WORK INSTRUCTIONS:
Using the entries below, write out the line with "index mcp: (260, 214)", the line with "pinky mcp: (153, 145)", and every line in between, exactly as each is written.

SOURCE DATA:
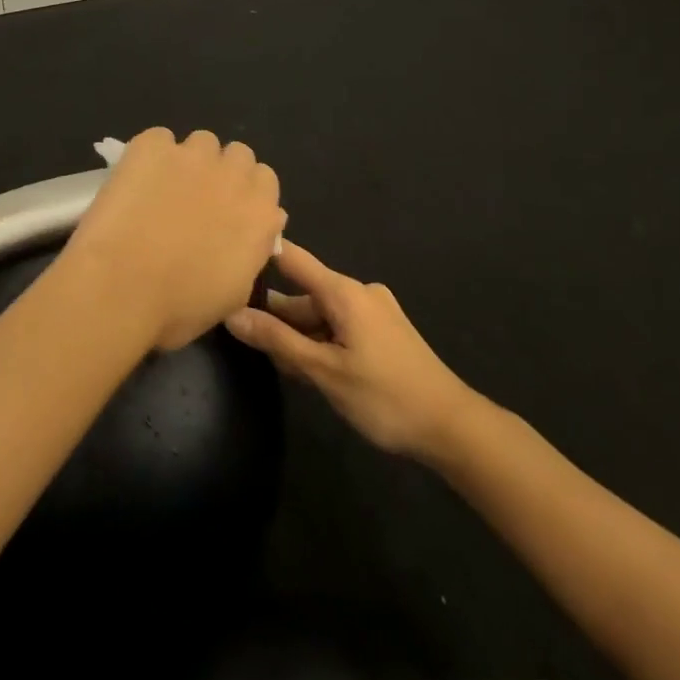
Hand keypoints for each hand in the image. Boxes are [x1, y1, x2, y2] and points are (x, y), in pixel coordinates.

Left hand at [63, 127, 286, 351]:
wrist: (121, 286)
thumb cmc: (178, 307)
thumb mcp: (232, 294)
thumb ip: (250, 254)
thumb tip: (257, 233)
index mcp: (260, 214)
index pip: (265, 181)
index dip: (245, 194)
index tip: (227, 211)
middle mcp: (234, 175)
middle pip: (239, 155)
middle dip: (222, 171)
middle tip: (197, 198)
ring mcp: (192, 155)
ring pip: (202, 142)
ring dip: (190, 160)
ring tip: (163, 187)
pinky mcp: (153, 145)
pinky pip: (159, 138)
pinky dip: (151, 154)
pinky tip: (135, 180)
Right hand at [224, 243, 479, 460]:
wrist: (451, 425)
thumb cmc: (385, 396)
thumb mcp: (324, 372)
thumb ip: (278, 341)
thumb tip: (233, 315)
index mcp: (344, 292)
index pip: (292, 258)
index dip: (261, 255)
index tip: (229, 256)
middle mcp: (358, 292)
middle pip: (305, 294)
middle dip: (278, 317)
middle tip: (246, 341)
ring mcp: (374, 311)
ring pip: (322, 315)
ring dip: (300, 335)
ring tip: (277, 363)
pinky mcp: (383, 332)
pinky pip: (340, 326)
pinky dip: (321, 342)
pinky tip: (309, 369)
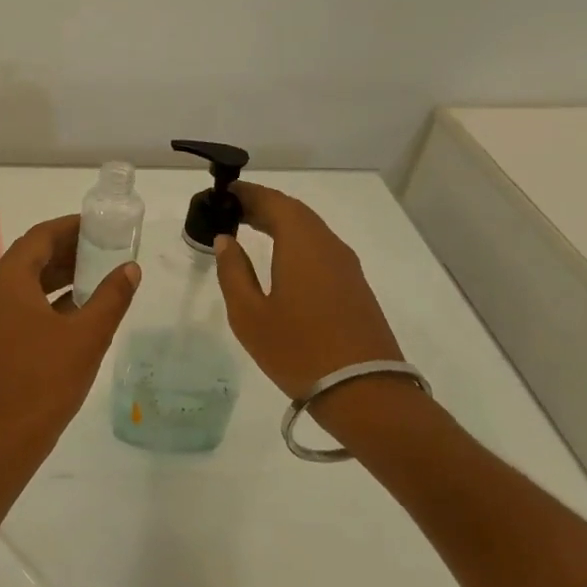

RESULT:
index mcp: (260, 214)
index pip: (265, 181)
index dip: (245, 194)
index tip: (227, 211)
middle mcp: (234, 175)
middle pip: (239, 155)
middle dip: (222, 171)
middle tip: (197, 198)
ring mcp: (192, 155)
ring pip: (202, 142)
ring dip: (190, 160)
ring tip: (163, 187)
pinky mcp: (153, 145)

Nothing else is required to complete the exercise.